The Netherlands has the same system, works fine for them and the beer is cheap.


----------



## wynnum1 (2/12/17)

I can see a lot of beverage companies moving out of NSW with excessive charges and the scheme is using false information about what happens to containers here in Qld saying 2.4 billion and most are wasted or littered so what is happening to what we put in recycle bin .
If you do not buy in NSW you can not return and in South Australia $50,000 fine.


----------



## Lyrebird_Cycles (2/12/17)

I can see all the other states following suit so we have a nationally consistent scheme.


----------



## wynnum1 (2/12/17)

Yes they all seem to be _singing from the same songbook ._


----------



## pcmfisher (2/12/17)

labels said:


> The system they are introducing in NSW is bizarre. You're right, SA has had the scheme in place for near on twenty years - why try to re-invent the wheel. It works here flawlessly, they ironed out all the bugs years ago. Crazy NS Welshmen.



Try 40 years. 1977


----------



## wynnum1 (2/12/17)

Its a tax the government gets gst and keeps all money that is payed on containers not returned.


----------



## technohead (3/12/17)

Saw here a container hiding somewhere in the corner of the parking lot. Will become a lot of effort to bring 10 empty bottles, deposit them, get a receipt, hand it in. All for a 1 dollar discount. In Holland been in place for ages. But the cost is higher and the machines are in the store. Also there the bottles are actually reused. Not sure if that is the case here.


----------



## Fergy1987 (4/12/17)

So are the price increases across the country though? I noticed there is a little note on the Dan Murphys website saying due to this scheme the prices will increase......I assume QLD wont have to pay more because of a NSW scheme?


----------



## Grott (4/12/17)

A couple of real benefits here in SA and will occur elsewhere is the massive reduction in waste and waste collection. Many homeless and economically disadvantage people collect them from wherever and subsides their income a bit. The state govt and Centrelink haven’t worked out how to charge/penalise the collectors yet but.....
Consumers already penalised but I think it’s worth it.


----------



## Liam_snorkel (4/12/17)

The scheme is being run by Coke, CUB, Asahi, Coopers, & Lion, and seems designed to push craft breweries to the brink.

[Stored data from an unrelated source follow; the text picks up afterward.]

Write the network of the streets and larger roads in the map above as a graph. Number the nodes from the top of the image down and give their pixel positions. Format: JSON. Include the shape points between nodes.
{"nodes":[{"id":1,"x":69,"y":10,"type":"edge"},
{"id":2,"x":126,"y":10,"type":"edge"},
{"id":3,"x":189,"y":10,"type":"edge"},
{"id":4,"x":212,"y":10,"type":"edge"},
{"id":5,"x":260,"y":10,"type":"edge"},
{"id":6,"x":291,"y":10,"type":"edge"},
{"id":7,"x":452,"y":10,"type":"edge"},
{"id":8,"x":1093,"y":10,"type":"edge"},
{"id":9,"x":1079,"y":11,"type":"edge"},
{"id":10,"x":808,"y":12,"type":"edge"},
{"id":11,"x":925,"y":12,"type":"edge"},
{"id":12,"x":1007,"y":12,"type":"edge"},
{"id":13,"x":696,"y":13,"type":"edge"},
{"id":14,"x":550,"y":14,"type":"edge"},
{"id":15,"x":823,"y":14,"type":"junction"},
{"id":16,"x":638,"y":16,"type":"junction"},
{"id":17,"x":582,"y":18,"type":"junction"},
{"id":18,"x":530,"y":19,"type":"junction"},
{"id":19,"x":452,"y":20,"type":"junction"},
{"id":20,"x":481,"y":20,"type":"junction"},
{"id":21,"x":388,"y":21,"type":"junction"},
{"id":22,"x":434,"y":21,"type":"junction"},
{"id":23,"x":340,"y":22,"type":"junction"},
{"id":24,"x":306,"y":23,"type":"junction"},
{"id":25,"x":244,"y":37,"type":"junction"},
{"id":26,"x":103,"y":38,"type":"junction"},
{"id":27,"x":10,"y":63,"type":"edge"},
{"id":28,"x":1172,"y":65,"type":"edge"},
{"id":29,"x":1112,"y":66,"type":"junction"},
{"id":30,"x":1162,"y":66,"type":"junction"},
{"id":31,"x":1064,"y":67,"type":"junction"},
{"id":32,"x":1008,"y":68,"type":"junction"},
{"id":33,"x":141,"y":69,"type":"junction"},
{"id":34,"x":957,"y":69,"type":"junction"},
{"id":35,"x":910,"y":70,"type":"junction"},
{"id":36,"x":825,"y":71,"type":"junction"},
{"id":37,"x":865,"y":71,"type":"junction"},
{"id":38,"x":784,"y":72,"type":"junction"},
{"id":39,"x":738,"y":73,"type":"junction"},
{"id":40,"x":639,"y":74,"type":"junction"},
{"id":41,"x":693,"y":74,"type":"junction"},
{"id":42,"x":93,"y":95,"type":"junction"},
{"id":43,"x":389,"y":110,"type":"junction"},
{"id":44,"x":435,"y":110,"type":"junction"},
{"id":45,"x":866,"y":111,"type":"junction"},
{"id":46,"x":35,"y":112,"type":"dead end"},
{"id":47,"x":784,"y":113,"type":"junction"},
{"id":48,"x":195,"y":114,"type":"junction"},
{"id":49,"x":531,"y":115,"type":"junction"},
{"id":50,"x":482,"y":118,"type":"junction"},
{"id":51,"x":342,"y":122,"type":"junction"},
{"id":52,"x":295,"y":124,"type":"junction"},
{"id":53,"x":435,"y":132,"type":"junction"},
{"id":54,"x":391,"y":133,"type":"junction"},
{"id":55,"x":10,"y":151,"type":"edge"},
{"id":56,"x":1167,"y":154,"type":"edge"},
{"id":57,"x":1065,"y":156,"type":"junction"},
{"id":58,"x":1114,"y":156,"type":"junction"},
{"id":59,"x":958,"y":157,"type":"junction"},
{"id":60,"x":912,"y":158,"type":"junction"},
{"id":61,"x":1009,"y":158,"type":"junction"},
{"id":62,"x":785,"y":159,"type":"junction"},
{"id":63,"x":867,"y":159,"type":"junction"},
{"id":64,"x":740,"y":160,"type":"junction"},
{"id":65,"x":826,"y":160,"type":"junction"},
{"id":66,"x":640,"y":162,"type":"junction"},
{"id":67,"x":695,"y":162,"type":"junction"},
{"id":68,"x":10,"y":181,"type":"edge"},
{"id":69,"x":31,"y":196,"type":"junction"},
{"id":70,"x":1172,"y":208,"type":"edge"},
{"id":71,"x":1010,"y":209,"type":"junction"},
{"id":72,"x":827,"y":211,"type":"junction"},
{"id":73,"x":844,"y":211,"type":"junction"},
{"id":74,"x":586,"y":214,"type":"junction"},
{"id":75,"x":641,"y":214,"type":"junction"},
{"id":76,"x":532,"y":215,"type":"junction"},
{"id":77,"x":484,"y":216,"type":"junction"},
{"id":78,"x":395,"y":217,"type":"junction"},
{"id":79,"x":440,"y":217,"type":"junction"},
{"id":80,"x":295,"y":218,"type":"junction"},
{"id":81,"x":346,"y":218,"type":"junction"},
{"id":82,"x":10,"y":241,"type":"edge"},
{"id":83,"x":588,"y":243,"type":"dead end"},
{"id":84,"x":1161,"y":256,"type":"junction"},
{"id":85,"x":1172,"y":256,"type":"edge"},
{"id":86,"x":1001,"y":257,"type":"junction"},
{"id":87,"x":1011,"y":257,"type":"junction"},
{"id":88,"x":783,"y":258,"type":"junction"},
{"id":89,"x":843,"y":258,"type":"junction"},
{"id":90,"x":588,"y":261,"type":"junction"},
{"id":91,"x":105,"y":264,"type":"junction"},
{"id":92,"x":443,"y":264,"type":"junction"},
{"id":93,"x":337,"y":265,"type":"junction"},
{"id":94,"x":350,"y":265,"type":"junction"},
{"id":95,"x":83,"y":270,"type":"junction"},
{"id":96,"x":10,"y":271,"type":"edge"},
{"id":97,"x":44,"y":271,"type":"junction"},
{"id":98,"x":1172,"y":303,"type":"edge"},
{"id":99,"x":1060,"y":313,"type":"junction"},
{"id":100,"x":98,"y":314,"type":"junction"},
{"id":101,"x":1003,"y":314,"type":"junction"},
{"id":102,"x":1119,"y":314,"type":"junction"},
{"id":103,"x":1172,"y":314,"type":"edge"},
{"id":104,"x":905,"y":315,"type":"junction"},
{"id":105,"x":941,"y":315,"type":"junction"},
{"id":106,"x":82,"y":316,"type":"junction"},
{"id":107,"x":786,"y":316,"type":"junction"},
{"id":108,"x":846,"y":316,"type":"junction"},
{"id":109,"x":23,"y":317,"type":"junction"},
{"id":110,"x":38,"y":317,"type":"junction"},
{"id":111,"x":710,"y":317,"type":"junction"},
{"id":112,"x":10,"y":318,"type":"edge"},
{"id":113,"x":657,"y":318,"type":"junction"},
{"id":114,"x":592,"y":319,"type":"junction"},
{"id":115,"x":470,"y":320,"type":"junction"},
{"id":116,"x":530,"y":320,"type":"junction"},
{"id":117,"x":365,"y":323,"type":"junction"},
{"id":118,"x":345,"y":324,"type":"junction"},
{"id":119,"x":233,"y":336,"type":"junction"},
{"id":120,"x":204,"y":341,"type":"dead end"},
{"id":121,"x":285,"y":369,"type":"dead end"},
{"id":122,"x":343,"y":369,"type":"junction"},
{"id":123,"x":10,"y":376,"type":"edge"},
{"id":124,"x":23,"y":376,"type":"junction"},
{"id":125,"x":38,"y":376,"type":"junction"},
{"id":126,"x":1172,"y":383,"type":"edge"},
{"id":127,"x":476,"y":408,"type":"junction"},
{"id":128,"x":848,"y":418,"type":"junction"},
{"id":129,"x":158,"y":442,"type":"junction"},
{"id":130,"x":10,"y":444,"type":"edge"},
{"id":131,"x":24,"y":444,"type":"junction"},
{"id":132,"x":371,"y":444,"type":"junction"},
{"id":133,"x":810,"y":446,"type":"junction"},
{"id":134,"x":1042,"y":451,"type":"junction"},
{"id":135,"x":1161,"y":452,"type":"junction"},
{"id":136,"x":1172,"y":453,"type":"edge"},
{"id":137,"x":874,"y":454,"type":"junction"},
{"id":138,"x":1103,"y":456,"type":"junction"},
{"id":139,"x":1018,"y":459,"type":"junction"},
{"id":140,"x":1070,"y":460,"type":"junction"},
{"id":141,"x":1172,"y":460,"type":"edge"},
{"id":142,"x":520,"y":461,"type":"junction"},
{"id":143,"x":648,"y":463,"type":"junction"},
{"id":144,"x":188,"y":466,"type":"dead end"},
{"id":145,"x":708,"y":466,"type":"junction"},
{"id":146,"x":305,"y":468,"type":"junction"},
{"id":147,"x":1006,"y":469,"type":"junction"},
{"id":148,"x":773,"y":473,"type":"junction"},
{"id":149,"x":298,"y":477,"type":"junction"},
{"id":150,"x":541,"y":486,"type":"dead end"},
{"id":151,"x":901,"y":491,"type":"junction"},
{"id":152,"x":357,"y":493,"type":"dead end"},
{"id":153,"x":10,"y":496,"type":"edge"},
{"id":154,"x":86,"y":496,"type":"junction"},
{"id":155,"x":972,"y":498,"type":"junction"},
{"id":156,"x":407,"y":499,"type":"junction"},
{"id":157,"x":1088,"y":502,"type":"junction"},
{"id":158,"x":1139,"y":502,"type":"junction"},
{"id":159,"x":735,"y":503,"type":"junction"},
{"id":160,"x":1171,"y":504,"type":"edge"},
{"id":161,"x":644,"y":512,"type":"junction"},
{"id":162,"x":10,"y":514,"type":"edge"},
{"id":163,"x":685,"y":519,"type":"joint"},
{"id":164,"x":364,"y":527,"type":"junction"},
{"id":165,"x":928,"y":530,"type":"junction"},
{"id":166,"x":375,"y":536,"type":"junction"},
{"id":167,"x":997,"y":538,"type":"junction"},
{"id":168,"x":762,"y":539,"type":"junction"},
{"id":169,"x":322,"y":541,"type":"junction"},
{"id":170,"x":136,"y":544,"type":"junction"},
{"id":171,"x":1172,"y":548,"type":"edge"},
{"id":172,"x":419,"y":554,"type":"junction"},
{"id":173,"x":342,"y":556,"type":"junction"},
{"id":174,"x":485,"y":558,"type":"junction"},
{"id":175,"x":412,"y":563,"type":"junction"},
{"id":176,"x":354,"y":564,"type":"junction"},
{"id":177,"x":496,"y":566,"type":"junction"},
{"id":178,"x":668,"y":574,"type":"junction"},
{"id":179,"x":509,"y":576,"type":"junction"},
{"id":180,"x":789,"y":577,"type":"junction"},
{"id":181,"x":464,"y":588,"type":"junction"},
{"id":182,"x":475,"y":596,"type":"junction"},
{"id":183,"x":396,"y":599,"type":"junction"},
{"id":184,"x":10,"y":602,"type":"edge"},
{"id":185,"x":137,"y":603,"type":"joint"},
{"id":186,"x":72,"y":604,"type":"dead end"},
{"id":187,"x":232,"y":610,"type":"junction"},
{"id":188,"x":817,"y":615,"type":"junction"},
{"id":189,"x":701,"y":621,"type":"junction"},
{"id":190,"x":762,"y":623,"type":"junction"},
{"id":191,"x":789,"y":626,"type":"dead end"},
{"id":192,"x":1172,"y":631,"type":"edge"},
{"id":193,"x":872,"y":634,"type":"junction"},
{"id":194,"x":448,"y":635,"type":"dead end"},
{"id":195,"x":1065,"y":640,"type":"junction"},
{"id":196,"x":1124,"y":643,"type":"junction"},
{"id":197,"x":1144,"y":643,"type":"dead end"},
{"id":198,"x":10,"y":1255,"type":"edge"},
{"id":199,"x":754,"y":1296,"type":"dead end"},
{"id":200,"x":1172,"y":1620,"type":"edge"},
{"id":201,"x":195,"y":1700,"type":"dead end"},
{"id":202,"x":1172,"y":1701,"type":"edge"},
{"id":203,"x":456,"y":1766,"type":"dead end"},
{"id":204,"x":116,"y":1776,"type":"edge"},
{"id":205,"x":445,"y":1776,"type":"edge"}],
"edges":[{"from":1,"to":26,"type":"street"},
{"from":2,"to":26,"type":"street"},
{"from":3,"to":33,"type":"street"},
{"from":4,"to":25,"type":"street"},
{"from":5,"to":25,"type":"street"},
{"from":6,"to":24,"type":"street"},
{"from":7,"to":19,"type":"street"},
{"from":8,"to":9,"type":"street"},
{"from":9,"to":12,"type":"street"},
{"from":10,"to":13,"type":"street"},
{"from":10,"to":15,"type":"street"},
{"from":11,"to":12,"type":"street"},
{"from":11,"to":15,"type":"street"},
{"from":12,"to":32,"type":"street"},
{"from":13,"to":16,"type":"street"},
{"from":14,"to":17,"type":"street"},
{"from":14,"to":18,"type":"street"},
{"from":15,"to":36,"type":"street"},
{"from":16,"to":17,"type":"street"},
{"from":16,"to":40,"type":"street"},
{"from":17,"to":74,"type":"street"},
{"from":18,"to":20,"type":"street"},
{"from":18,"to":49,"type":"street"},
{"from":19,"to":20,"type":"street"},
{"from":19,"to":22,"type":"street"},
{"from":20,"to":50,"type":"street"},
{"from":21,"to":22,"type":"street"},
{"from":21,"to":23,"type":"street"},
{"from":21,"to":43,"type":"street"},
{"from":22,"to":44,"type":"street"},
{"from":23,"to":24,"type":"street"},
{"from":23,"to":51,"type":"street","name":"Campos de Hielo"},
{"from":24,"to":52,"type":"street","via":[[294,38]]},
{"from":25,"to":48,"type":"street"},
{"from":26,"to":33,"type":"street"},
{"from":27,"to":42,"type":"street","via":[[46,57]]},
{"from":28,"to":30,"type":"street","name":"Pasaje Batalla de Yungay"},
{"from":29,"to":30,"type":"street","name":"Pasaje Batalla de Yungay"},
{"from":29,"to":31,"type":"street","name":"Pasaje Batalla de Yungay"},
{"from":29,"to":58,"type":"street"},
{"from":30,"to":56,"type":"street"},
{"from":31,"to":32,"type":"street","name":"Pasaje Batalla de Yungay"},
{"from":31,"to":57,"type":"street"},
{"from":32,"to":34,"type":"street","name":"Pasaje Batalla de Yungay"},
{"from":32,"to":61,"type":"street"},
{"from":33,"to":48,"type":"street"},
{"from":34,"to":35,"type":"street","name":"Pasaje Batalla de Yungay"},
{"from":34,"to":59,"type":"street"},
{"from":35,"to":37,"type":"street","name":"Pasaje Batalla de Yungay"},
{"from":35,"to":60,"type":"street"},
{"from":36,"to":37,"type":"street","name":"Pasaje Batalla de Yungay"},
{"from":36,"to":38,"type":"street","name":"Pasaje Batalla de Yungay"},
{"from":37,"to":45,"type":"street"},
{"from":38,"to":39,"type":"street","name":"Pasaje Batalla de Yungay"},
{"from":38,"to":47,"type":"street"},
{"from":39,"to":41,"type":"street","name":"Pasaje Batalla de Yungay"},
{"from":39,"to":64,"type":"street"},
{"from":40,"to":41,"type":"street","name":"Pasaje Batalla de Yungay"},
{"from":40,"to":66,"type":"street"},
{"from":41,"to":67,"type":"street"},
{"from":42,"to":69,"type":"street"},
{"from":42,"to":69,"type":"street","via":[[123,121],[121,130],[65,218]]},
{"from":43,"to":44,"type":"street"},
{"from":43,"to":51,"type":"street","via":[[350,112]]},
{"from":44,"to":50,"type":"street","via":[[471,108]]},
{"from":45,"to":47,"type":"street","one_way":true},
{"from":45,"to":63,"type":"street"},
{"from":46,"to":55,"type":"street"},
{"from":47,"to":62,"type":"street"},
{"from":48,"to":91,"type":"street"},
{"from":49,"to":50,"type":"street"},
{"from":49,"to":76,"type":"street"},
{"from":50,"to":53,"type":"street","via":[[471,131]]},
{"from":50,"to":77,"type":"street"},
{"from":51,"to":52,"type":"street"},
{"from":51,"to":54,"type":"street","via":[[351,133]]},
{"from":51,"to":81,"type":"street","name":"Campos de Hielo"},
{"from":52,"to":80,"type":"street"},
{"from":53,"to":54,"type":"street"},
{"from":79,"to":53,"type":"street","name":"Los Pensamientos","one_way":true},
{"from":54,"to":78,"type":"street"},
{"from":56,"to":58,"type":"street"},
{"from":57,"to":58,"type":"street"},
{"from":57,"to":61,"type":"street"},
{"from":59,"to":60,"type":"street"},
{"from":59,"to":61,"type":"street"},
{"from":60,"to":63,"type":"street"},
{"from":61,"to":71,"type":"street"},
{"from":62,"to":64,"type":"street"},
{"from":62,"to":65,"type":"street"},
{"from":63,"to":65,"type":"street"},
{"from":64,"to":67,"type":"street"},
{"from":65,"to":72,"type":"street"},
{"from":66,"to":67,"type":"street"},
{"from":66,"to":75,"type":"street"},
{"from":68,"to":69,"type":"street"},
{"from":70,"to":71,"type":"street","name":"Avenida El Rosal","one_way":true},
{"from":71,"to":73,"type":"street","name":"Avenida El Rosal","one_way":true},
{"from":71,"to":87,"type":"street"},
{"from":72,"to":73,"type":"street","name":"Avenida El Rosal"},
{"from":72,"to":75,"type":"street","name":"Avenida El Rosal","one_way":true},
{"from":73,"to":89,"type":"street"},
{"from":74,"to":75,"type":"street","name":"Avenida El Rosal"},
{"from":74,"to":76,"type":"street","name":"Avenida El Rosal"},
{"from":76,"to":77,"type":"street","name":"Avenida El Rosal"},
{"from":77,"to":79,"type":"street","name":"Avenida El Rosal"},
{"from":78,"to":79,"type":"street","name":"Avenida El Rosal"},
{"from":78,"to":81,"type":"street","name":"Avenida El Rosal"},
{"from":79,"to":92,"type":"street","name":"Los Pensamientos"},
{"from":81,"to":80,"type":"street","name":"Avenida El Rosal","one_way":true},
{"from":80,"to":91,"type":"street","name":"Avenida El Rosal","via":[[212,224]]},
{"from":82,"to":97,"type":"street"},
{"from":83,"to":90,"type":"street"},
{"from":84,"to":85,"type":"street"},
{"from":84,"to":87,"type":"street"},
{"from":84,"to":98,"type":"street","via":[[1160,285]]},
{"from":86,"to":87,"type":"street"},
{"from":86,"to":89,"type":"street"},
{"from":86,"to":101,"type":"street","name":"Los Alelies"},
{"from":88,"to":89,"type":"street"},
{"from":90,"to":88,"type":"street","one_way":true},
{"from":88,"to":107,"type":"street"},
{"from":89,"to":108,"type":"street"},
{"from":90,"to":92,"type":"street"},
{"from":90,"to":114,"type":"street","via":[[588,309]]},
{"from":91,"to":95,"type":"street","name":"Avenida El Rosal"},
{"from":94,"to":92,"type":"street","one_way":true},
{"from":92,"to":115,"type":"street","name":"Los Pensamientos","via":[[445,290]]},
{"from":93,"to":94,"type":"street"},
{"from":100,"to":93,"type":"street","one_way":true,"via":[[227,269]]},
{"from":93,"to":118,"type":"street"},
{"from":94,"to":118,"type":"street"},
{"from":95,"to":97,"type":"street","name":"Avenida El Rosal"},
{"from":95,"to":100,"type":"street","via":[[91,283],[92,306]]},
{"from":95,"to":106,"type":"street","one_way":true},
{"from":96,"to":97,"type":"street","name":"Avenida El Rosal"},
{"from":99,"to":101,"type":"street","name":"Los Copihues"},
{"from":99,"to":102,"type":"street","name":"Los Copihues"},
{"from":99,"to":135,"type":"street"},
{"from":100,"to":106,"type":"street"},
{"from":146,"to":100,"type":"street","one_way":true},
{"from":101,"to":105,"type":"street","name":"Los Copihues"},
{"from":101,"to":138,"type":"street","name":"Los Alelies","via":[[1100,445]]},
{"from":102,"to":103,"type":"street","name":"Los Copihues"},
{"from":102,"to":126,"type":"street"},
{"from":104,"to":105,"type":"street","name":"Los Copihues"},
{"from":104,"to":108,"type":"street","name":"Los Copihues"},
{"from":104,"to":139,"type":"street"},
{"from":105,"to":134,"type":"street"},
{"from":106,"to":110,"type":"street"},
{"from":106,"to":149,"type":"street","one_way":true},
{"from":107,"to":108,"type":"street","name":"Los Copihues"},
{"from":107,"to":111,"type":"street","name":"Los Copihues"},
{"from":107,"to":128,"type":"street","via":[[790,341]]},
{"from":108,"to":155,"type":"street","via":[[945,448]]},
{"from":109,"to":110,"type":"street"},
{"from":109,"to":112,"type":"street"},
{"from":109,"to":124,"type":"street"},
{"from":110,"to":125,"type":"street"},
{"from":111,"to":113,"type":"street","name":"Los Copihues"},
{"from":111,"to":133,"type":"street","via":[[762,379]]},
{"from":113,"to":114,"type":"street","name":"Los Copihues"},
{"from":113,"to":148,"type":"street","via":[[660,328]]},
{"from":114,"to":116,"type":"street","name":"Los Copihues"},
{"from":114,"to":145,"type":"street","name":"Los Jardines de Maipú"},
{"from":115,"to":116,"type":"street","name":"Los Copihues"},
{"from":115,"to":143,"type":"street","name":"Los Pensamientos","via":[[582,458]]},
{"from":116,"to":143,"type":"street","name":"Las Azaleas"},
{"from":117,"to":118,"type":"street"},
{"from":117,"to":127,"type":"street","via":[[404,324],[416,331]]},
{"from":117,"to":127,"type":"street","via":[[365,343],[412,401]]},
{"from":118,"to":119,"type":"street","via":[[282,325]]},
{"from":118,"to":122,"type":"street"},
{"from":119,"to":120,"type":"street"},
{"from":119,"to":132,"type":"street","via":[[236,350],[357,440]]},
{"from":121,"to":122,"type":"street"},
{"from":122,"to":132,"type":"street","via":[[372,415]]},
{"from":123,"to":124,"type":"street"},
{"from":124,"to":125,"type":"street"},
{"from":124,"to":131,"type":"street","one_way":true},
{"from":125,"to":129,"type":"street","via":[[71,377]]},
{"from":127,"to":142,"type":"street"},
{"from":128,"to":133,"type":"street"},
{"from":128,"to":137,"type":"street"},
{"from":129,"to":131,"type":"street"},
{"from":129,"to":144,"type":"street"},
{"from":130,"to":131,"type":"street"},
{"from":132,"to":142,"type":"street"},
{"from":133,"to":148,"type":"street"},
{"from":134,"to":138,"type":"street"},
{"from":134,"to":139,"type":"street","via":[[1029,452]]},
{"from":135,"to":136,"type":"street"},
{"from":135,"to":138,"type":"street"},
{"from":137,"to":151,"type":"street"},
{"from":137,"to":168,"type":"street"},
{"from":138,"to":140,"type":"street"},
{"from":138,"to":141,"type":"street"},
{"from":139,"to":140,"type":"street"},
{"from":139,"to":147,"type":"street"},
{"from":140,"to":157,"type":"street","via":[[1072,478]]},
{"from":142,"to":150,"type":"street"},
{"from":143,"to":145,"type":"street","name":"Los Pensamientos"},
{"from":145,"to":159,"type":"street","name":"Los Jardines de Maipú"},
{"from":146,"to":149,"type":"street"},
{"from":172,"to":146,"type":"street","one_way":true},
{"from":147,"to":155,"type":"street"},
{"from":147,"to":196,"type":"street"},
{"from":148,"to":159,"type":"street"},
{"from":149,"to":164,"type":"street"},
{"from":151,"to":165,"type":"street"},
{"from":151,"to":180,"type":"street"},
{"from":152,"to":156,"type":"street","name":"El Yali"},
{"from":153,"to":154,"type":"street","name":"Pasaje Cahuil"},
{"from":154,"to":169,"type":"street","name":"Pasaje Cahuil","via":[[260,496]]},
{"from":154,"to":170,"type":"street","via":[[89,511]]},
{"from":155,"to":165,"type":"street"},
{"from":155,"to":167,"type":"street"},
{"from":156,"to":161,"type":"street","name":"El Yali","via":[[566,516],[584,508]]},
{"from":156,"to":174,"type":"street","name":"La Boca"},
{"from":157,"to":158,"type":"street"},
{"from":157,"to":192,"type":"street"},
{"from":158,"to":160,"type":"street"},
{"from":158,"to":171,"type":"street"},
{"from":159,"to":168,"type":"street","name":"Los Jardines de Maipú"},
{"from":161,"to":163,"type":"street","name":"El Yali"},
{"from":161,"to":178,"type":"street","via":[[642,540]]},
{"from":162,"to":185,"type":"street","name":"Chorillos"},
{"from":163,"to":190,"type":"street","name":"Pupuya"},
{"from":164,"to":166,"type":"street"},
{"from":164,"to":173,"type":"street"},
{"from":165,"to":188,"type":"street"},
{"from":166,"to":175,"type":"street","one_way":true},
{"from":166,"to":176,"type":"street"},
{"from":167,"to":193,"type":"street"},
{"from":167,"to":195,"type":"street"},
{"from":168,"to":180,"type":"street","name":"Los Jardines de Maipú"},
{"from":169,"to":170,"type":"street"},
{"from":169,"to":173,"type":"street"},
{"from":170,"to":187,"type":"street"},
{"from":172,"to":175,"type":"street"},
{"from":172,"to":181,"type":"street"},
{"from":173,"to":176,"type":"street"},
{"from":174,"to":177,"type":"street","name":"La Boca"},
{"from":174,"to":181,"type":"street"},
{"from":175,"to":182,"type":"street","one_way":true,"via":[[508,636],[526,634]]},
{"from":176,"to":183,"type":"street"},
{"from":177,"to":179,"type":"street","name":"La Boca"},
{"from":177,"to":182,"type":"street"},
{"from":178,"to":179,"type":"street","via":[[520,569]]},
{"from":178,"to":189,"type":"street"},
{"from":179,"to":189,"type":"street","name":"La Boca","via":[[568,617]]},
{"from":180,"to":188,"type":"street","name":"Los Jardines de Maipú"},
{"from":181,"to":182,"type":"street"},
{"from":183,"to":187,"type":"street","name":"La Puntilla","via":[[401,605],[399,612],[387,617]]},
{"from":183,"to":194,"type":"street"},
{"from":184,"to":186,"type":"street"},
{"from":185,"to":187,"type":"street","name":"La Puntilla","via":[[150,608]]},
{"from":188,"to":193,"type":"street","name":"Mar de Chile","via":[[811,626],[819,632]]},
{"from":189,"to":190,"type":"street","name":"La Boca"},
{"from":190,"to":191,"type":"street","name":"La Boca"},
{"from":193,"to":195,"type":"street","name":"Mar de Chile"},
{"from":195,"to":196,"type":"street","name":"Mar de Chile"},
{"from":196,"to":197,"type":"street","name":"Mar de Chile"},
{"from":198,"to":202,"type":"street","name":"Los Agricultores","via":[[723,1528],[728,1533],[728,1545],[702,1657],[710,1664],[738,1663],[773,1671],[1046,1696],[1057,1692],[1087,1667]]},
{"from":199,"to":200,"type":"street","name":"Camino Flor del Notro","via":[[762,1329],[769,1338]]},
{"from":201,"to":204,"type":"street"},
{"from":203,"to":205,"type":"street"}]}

http://www.news.com.au/national/bre...e/news-story/0c58c21fbde39bb478451f228ded8465


----------



## laxation (4/12/17)

I really dont understand why a company that sells drinks should have to pay for recycling cans. I'm also a bit lost why it would cost a small brewery $140k.
Also why can't you crush cans? what on earth do they plan on doing with them when they get them if not crush them?

but on the other hand.. i live in Vic and home brew. So good luck to you lot...


----------



## manticle (4/12/17)

I can't make sense of it but so many large scale, government organised projects seem to suffer from a massive dose of stupid (nbn, insulation install and this are all fairly recent examples).


----------



## madpierre06 (4/12/17)

Straight out thievery, and you get to send your competitors broke in the process. The wedge is well on the way.


----------



## madpierre06 (4/12/17)

manticle said:


> I can't make sense of it but so many large scale, government organised projects seem to suffer from a massive dose of stupid (nbn, insulation install and this all fairly recebt examples).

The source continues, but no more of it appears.